Exercise -
Reproduce the whole listing that follows, exactly as it stands.

Material provided -
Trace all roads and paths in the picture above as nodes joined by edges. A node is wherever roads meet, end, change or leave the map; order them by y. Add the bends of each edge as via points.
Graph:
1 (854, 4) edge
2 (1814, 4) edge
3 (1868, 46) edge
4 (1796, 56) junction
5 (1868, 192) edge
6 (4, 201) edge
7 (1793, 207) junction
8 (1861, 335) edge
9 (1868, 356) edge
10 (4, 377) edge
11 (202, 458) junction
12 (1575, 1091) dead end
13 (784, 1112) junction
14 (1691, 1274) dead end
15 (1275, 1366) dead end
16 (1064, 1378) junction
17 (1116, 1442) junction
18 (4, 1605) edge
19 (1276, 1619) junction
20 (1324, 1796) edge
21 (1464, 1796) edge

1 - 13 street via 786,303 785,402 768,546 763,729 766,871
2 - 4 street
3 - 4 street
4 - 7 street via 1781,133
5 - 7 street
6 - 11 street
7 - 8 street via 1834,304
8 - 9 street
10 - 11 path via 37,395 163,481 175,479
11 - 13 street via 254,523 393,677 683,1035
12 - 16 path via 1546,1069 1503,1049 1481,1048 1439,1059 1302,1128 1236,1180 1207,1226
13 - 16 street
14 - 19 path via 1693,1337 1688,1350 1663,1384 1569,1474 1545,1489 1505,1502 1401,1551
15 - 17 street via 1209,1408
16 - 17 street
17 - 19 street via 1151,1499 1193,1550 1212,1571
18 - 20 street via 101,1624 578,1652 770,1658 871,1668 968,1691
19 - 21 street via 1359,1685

Output for this task -
Trace all roads and paths in the picture above as nodes joined by edges. A node is wherever roads meet, end, change or leave the map; order them by y. Add the bends of each edge as via points.
Graph:
1 (854, 4) edge
2 (1814, 4) edge
3 (1868, 46) edge
4 (1796, 56) junction
5 (1868, 192) edge
6 (4, 201) edge
7 (1793, 207) junction
8 (1861, 335) edge
9 (1868, 356) edge
10 (4, 377) edge
11 (202, 458) junction
12 (1575, 1091) dead end
13 (784, 1112) junction
14 (1691, 1274) dead end
15 (1275, 1366) dead end
16 (1064, 1378) junction
17 (1116, 1442) junction
18 (4, 1605) edge
19 (1276, 1619) junction
20 (1324, 1796) edge
21 (1464, 1796) edge

1 - 13 street via 786,303 785,402 768,546 763,729 766,871
2 - 4 street
3 - 4 street
4 - 7 street via 1781,133
5 - 7 street
6 - 11 street
7 - 8 street via 1834,304
8 - 9 street
10 - 11 path via 37,395 163,481 175,479
11 - 13 street via 254,523 393,677 683,1035
12 - 16 path via 1546,1069 1503,1049 1481,1048 1439,1059 1302,1128 1236,1180 1207,1226
13 - 16 street
14 - 19 path via 1693,1337 1688,1350 1663,1384 1569,1474 1545,1489 1505,1502 1401,1551
15 - 17 street via 1209,1408
16 - 17 street
17 - 19 street via 1151,1499 1193,1550 1212,1571
18 - 20 street via 101,1624 578,1652 770,1658 871,1668 968,1691
19 - 21 street via 1359,1685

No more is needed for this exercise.